On a more positive note, Variety's Dennis Harvey was far from alone in commending the movie's "sheer antic energy," "bright, big-production feel," and Zack Ward's comedic performance. Peter Hartlaub of the San Francisco Chronicle found it enjoyable, and even opines that had it not been associated with Boll the response from critics might have been more favorable. While "completely beyond the bounds of mainstream taste . . . it's also funny, and criticizes our government's hypocrisy and political correctness in a way that's refreshingly pointed. If this movie had been made by an unknown young director, a lot of critics would still be panning the movie for its inconsistencies—but many others would be praising his courage."
An early review of the film on The Horror Review website (an admittedly minor venue, but one which panned Boll's previous films) went even further, describing Postal as not only a "very funny" movie, but "a scarily on-the-nose commentary on the insane state of a world where nothing of significance will be done about major threats like global warming because too many cultures and religions are too busy trying to destroy each other."
The broader audience, however, lost what should have been their first chance to judge the issue for themselves. Just a week before its scheduled May 23 release date (to which it had been bumped from the previous year), the opening was cut from fifteen hundred screens to fewer than two dozen in a mere five cities (New York, Los Angeles, Chicago, Denver, and Tucson, Arizona).
This is not the first time Boll has had such troubles with distributors; BloodRayne was supposed to open on two thousand screens, but appeared on only half that number on its opening weekend. (That incident led to Boll suing the now-defunct company Romar Entertainment for damages.) However, given the subject matter, many see politics as having played a role in this. Hollywood has generally preferred piety to punch in its treatment of this subject. Even Trey Parker and Matt Stone's Team America: World Police (2004) and Oliver Stone's World Trade Center (2006)—two projects which might have been expected to ruffle some feathers—didn't buck the trend. (For all of Team America's indelicacy, some episodes of Parker and Stone's South Park have had rather more teeth.)
Of course, this has not been a total barrier to projects which offered a more critical take on the issue, like Syriana (2005), and not all were as deadly serious as that one. Michael Moore's documentary Fahrenheit 9/11 (2004) used humor to make its point (though it should be remembered its release was threatened at one time, and that it went out under what many felt was an undeserved "R" rating). More recently, Harold & Kumar Escape from Guantanamo Bay (2008) made light of the excesses of the national mood. Nonetheless, when I mentioned Boll's film to acquaintances, virtually no one I knew expected to be able to catch Boll's film on the big screen precisely because of its approach to the issue. When I approached Boll for comment after the cancellation of the plans for wide release, he said that the distributors certainly disliked "the September 11 joke [and] the Bush-Bin Laden relationship"—though other aspects of the film, including a portion of the film in which children are shot, were also problematic for them.

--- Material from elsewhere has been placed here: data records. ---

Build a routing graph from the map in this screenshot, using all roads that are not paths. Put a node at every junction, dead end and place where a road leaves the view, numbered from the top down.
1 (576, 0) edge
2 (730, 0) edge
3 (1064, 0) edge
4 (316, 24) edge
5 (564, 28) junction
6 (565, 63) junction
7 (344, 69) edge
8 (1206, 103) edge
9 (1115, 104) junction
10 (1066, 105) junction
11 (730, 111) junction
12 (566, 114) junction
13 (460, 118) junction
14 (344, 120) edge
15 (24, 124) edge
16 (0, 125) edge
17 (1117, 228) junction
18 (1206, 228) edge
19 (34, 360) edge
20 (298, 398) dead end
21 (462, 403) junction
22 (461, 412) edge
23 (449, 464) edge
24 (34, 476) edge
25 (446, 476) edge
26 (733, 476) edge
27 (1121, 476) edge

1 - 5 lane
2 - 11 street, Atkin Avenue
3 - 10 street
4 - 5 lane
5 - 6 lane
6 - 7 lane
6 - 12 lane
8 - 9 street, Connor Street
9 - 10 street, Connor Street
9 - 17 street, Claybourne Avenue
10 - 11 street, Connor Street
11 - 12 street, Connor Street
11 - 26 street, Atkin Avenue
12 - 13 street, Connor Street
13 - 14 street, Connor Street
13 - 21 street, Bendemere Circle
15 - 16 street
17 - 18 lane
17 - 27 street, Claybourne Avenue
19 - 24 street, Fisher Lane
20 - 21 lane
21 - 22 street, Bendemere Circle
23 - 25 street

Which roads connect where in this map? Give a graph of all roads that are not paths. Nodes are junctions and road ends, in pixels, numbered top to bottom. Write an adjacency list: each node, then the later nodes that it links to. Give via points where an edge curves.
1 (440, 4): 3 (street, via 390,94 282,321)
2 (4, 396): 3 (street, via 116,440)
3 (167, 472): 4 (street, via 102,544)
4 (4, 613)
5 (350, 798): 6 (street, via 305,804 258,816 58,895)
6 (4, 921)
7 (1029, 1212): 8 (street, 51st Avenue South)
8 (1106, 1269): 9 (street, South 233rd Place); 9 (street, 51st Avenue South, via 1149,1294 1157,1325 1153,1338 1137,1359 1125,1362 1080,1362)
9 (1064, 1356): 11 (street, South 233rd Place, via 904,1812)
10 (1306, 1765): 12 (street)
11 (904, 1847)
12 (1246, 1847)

Postal, however, is scheduled to go out on DVD this month, Amazon.com giving the release date as the 26th. Boll expects the film to be a hit in that medium, and one can only wonder: is it conceivable that a reevaluation of Boll's cinematic career (and perhaps, video game adaptations more broadly) lies ahead in the not-too-distant future? I wouldn't go ruling that out just yet. Not only can one say that stranger things have happened, but if we're going to survive the messes Boll's film draws on for its comedy, stranger things will probably have to.